[Problem to work on] The material below holds a span beginning at the line with "index pip: (167, 107)" and ending at the line with "pinky dip: (199, 146)". Quote that span exactly, both ends included, and only that span.

[Task material]
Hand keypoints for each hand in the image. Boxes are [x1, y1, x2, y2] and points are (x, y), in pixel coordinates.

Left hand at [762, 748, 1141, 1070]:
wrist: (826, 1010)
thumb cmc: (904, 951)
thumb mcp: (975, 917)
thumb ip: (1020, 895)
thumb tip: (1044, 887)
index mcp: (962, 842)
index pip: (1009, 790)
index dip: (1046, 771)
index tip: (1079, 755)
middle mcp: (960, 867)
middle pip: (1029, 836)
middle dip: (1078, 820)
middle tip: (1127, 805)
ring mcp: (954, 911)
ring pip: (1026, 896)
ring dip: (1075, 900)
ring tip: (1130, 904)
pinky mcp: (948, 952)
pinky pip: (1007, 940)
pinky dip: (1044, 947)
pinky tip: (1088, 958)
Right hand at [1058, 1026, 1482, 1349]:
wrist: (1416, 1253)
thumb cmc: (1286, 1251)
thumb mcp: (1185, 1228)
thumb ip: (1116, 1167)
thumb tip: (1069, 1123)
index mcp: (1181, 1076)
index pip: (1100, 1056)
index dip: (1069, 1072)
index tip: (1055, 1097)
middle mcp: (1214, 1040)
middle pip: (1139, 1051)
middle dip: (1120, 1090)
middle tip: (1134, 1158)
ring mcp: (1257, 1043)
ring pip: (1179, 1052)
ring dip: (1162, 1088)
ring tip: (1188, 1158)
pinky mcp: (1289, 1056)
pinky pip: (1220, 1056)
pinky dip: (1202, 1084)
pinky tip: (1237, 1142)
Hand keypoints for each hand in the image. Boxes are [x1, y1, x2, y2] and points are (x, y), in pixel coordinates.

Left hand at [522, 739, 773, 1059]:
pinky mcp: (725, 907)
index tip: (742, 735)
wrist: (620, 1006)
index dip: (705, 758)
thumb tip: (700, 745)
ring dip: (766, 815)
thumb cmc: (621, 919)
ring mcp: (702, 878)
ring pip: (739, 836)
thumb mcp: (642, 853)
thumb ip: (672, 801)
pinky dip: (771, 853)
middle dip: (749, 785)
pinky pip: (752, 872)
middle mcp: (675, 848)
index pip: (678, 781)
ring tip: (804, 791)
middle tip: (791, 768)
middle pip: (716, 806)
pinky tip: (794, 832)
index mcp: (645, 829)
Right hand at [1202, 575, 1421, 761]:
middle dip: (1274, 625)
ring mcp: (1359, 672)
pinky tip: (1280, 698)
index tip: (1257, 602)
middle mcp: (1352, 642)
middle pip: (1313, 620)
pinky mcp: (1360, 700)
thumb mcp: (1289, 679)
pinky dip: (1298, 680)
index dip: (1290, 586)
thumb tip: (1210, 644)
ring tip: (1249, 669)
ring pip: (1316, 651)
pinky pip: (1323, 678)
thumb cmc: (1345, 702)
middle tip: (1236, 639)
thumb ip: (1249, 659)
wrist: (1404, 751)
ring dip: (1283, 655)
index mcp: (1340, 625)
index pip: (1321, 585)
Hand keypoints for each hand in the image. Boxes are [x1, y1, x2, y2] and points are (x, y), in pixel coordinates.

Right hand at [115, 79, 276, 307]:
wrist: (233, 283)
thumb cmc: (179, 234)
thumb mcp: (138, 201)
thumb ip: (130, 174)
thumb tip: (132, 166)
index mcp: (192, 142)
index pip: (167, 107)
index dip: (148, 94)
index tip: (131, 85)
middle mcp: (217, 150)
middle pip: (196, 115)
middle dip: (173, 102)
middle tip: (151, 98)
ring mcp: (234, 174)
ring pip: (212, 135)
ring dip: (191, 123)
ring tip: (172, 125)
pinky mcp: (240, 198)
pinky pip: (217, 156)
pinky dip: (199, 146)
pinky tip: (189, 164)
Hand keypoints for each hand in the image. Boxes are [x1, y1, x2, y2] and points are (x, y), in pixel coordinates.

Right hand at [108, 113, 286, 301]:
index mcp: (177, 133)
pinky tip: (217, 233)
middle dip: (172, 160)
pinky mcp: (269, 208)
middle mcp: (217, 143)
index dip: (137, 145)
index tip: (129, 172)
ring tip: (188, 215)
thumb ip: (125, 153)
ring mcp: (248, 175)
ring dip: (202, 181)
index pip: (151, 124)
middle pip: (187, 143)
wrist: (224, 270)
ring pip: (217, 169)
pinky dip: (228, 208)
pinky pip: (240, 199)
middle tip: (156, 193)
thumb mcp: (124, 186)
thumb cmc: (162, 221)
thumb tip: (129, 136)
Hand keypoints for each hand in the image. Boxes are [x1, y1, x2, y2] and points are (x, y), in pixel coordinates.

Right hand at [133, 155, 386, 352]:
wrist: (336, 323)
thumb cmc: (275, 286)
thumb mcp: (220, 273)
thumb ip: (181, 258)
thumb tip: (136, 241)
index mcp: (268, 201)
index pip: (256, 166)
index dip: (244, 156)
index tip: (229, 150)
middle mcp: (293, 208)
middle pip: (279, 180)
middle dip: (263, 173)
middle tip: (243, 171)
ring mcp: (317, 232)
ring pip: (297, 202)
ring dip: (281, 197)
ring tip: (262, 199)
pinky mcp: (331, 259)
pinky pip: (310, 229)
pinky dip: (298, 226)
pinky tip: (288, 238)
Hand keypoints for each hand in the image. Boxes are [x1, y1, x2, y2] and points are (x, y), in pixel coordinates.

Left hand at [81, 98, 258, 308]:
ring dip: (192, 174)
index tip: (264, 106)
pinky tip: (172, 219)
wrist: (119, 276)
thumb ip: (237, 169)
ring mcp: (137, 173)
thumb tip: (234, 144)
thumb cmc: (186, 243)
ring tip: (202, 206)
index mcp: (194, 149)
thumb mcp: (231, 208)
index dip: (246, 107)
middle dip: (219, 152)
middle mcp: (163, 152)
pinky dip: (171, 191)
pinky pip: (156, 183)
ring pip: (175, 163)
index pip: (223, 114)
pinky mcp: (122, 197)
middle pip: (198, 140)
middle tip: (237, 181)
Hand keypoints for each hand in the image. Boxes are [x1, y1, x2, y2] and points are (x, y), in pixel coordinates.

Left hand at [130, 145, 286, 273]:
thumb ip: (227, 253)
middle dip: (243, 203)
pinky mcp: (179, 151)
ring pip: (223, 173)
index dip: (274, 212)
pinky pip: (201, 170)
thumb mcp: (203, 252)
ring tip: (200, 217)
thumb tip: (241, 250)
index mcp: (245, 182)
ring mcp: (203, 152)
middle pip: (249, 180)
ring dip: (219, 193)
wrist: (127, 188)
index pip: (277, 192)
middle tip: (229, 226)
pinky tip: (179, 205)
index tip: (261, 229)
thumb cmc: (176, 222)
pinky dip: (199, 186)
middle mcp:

[Answer to this task]
index pip: (167, 107)
index dip: (148, 94)
index tip: (131, 85)
middle mcp: (217, 150)
middle pip: (196, 115)
middle dip: (173, 102)
middle tip: (151, 98)
ring mcp: (234, 174)
ring pip: (212, 135)
ring dip: (191, 123)
ring tip: (172, 125)
pinky mcp: (240, 198)
pinky pip: (217, 156)
pinky dip: (199, 146)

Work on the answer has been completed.